About this exercise: Please copy out every line in the entries that includes the word "bottom".

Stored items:
|---|

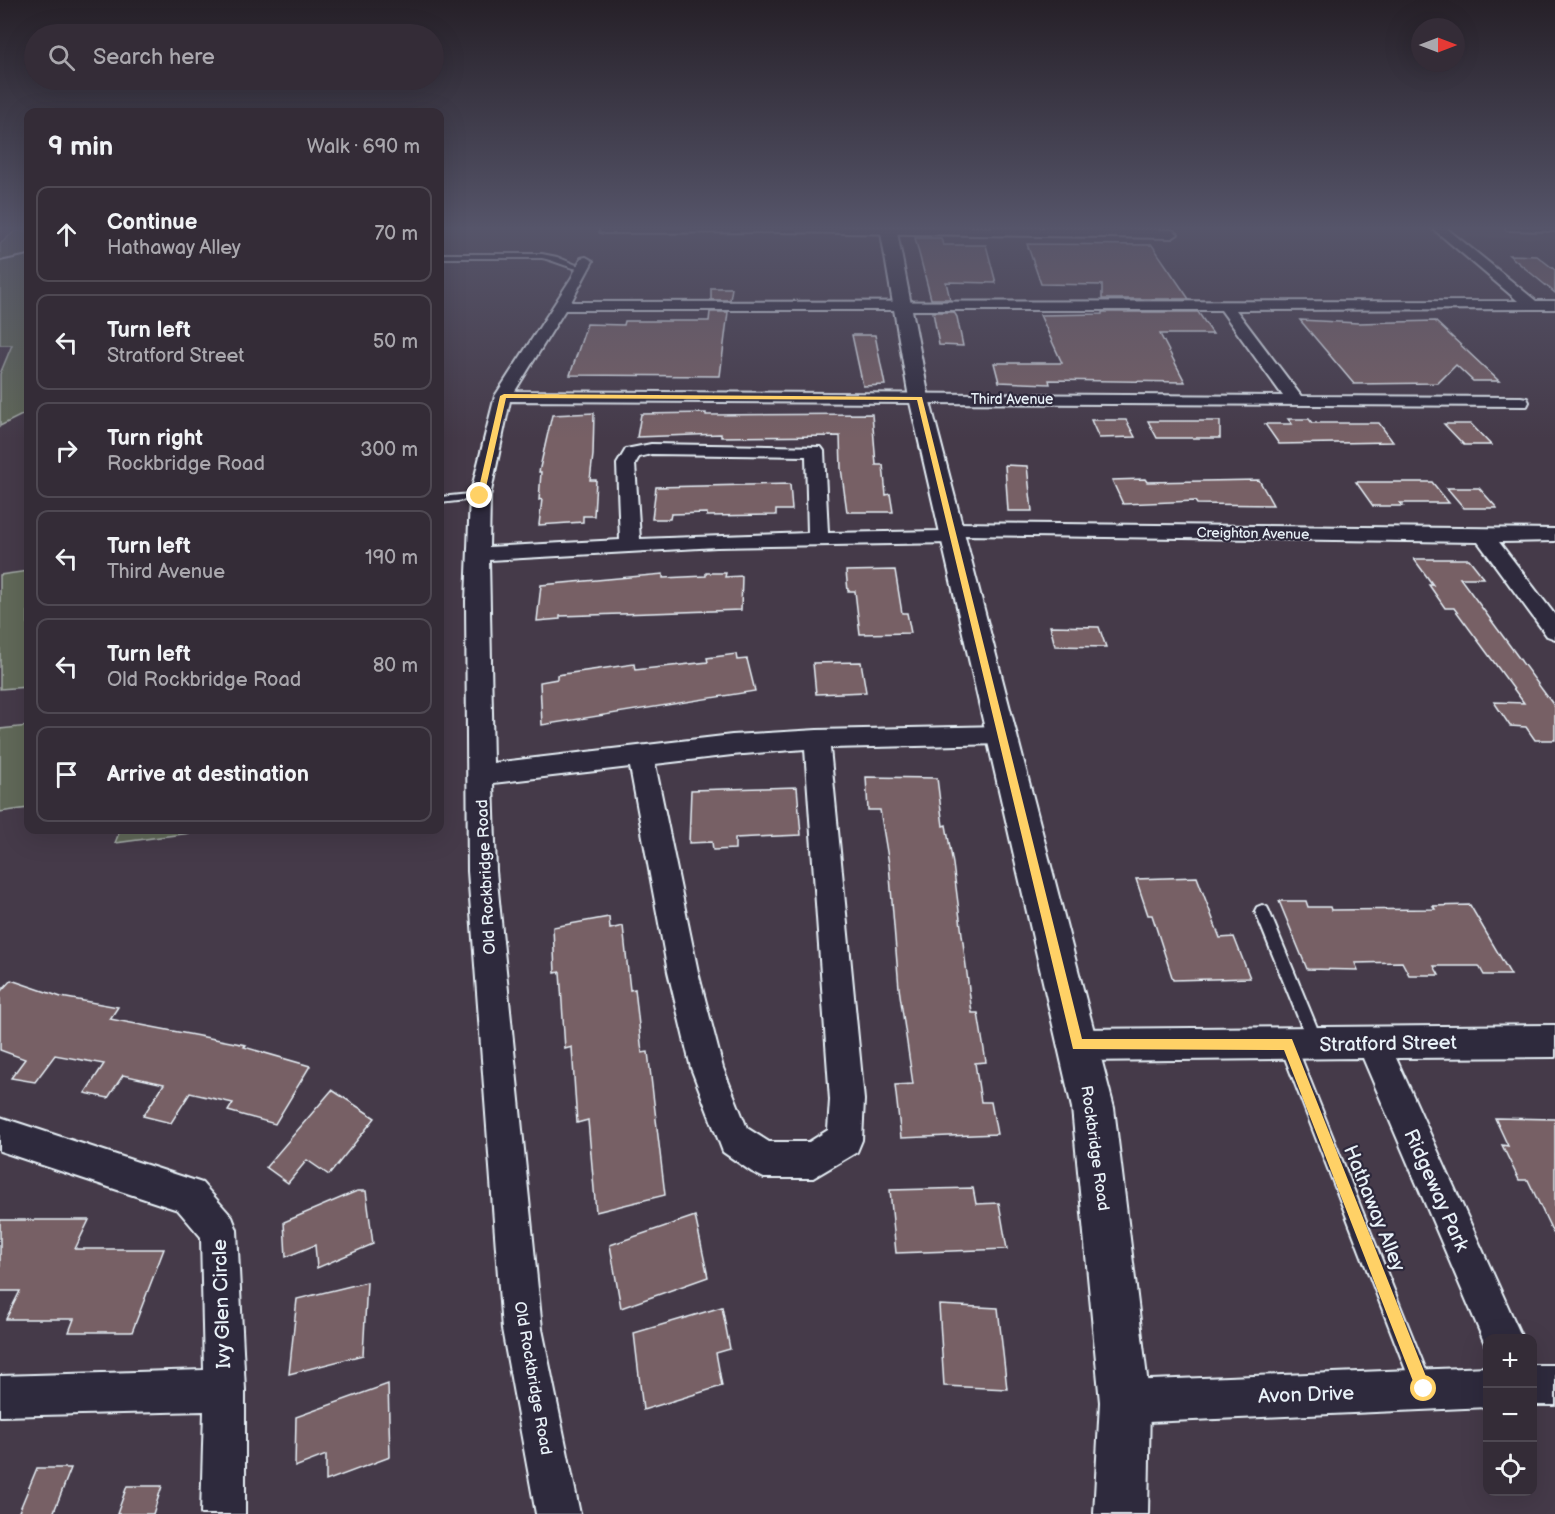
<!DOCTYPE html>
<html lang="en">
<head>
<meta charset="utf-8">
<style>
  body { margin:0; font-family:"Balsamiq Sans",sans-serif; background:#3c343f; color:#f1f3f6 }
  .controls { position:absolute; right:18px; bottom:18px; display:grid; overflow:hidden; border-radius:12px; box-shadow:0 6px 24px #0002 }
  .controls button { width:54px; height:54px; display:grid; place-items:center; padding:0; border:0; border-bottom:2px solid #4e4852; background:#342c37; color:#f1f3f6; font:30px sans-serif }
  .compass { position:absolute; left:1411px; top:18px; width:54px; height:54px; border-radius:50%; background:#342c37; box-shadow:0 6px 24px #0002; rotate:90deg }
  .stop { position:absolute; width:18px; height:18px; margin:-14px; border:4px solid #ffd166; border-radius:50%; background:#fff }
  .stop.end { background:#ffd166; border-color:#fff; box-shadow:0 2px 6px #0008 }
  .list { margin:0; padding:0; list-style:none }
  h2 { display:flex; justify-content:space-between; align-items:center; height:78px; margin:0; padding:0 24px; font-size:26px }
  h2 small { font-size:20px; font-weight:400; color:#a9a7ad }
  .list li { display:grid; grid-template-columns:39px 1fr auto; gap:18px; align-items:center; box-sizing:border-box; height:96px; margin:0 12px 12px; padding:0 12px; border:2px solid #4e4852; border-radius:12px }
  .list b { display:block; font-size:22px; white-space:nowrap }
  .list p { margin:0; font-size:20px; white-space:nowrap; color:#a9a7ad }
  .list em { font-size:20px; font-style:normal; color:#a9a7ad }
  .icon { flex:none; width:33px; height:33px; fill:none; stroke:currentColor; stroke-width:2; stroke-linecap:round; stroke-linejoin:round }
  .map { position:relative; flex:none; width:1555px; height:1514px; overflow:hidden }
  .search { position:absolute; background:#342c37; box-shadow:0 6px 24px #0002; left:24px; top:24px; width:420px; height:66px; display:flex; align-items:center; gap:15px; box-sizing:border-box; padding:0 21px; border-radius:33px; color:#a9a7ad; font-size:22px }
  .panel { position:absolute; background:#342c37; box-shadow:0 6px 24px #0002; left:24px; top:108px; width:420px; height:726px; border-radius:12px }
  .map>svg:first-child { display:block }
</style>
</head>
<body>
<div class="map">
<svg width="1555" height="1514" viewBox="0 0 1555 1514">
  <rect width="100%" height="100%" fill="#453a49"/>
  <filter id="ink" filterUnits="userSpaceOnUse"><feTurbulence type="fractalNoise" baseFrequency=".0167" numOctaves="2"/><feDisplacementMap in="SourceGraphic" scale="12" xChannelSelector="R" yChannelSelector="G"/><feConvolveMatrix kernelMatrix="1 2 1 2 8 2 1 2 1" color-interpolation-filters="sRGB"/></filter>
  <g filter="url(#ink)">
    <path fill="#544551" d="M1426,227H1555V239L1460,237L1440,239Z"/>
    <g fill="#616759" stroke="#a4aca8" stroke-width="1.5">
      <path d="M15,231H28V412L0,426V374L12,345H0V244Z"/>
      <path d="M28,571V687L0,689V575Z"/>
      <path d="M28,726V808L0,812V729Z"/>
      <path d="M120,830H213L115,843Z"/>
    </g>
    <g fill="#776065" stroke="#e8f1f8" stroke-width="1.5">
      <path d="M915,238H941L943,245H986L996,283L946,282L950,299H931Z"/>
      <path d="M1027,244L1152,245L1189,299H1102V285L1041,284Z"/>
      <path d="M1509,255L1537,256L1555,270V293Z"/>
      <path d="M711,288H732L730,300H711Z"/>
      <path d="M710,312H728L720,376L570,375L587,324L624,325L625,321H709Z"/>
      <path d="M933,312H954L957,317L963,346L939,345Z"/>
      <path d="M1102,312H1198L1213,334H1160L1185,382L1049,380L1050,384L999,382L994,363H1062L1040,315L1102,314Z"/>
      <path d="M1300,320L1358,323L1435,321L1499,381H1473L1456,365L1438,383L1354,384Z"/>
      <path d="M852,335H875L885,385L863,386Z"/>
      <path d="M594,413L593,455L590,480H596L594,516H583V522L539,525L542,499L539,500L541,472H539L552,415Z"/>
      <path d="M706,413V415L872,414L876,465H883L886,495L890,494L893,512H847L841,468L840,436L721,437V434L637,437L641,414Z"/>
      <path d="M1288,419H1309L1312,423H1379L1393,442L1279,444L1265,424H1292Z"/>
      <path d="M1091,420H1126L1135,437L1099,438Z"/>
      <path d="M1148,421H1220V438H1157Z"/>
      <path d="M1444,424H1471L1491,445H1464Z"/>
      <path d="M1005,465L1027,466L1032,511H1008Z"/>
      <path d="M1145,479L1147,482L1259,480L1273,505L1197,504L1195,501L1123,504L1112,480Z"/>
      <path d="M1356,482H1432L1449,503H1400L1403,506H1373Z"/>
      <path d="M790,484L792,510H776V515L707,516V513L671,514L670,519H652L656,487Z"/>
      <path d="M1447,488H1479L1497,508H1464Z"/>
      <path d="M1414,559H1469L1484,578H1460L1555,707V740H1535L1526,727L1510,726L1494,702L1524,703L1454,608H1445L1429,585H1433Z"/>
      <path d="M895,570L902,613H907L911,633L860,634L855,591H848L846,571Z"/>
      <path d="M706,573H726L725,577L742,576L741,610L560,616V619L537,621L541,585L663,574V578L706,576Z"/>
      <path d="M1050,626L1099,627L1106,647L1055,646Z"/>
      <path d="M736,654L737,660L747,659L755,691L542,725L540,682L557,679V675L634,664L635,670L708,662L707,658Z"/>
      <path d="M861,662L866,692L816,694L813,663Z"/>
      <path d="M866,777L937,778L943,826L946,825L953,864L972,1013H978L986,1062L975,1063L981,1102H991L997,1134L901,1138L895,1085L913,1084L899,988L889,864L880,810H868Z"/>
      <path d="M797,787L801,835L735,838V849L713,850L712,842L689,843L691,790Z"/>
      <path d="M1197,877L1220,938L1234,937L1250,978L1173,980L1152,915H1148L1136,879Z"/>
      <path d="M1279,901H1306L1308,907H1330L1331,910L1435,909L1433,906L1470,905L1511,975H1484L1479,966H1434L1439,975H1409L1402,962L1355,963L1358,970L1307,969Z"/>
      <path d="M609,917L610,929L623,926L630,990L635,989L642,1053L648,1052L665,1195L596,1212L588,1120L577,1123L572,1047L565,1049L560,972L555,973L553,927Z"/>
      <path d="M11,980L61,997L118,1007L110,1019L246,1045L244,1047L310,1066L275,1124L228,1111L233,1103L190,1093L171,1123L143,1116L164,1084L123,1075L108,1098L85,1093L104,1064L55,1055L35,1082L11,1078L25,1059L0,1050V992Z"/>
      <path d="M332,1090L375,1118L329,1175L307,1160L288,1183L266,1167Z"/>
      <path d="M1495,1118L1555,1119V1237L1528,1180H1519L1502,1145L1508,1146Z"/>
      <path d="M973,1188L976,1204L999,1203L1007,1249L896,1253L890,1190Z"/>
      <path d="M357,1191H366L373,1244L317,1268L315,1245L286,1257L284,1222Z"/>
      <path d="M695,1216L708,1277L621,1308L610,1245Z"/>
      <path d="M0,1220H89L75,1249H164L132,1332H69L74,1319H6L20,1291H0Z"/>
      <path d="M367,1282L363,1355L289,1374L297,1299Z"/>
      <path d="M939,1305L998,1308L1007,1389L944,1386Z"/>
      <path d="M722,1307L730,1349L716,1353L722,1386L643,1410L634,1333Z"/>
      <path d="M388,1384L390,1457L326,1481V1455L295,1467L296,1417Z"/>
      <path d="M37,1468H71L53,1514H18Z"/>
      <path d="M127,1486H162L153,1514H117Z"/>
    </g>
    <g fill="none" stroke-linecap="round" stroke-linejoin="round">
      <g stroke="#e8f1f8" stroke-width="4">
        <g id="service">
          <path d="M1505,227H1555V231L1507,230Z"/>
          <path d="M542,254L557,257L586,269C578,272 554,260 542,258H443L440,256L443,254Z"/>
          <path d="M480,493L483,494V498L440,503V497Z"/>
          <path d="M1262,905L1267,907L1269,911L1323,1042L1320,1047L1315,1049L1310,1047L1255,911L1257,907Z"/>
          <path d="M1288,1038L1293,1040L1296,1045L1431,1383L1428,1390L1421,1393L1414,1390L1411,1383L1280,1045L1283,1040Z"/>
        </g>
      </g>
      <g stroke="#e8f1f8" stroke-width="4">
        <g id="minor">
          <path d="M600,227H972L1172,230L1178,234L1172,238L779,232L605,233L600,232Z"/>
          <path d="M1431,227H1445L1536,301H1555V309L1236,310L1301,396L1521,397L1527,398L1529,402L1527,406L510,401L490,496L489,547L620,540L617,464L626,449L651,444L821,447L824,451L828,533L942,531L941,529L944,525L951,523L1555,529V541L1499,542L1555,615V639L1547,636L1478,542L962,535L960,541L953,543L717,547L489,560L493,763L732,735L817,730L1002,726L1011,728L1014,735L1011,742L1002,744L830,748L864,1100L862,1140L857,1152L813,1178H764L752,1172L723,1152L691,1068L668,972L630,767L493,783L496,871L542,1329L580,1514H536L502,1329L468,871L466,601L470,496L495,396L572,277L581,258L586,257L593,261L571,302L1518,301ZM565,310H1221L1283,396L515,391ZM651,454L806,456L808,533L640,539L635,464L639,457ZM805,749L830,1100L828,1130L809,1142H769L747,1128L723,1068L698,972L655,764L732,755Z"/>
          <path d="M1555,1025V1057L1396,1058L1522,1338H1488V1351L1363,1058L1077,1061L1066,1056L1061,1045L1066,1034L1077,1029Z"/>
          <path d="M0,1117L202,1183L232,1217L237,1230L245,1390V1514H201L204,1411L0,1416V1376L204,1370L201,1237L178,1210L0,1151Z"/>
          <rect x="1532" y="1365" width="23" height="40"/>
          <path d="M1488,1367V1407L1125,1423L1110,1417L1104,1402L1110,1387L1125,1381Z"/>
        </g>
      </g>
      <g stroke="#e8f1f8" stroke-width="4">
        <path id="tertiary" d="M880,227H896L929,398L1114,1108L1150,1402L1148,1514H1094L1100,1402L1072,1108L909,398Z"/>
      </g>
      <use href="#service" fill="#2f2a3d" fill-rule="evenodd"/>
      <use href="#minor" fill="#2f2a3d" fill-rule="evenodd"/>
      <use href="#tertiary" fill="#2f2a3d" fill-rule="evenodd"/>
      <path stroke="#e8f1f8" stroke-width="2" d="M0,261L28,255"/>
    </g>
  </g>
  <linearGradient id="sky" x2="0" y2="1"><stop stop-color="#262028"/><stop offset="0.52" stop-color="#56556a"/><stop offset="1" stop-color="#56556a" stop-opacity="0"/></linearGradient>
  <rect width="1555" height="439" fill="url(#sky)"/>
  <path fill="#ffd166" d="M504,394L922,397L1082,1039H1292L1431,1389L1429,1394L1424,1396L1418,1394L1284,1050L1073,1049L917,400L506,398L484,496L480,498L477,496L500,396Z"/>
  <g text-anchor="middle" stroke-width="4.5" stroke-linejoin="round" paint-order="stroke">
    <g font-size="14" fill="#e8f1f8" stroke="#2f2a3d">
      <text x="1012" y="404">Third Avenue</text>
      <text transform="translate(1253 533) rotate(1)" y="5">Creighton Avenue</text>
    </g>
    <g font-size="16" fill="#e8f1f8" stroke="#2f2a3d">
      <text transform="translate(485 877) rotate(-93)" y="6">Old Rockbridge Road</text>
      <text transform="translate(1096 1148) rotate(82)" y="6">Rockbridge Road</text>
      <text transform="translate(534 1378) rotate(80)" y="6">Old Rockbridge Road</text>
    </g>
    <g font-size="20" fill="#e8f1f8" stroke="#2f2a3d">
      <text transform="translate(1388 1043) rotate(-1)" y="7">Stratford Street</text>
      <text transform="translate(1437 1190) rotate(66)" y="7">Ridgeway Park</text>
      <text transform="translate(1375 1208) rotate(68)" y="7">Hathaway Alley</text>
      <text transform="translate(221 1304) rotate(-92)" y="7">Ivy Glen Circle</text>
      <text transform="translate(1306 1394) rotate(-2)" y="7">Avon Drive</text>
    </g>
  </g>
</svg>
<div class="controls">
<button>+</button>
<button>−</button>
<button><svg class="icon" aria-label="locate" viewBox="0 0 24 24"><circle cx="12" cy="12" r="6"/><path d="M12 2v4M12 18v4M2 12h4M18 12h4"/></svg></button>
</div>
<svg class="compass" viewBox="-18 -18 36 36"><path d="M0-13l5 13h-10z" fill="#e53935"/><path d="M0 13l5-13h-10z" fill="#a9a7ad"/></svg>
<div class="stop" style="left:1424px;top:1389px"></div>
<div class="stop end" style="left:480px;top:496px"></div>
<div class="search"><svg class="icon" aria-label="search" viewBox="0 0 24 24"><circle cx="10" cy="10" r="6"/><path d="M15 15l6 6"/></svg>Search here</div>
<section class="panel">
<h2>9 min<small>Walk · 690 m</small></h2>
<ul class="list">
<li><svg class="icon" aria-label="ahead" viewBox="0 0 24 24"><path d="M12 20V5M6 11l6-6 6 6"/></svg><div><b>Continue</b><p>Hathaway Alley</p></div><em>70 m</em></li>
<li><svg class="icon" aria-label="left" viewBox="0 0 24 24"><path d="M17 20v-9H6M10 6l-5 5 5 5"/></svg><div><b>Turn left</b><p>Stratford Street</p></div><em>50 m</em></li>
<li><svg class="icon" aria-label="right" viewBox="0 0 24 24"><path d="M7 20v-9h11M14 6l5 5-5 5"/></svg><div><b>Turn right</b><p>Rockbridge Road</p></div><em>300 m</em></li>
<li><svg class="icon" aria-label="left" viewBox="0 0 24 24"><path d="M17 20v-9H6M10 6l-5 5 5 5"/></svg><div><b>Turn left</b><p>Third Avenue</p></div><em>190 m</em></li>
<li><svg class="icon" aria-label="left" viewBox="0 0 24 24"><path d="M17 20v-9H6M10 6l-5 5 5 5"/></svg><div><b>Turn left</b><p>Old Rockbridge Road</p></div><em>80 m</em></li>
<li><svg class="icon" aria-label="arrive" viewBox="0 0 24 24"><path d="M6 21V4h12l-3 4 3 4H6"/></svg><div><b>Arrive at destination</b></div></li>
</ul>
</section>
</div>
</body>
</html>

|---|

Answer to this problem:
  .controls { position:absolute; right:18px; bottom:18px; display:grid; overflow:hidden; border-radius:12px; box-shadow:0 6px 24px #0002 }
  .controls button { width:54px; height:54px; display:grid; place-items:center; padding:0; border:0; border-bottom:2px solid #4e4852; background:#342c37; color:#f1f3f6; font:30px sans-serif }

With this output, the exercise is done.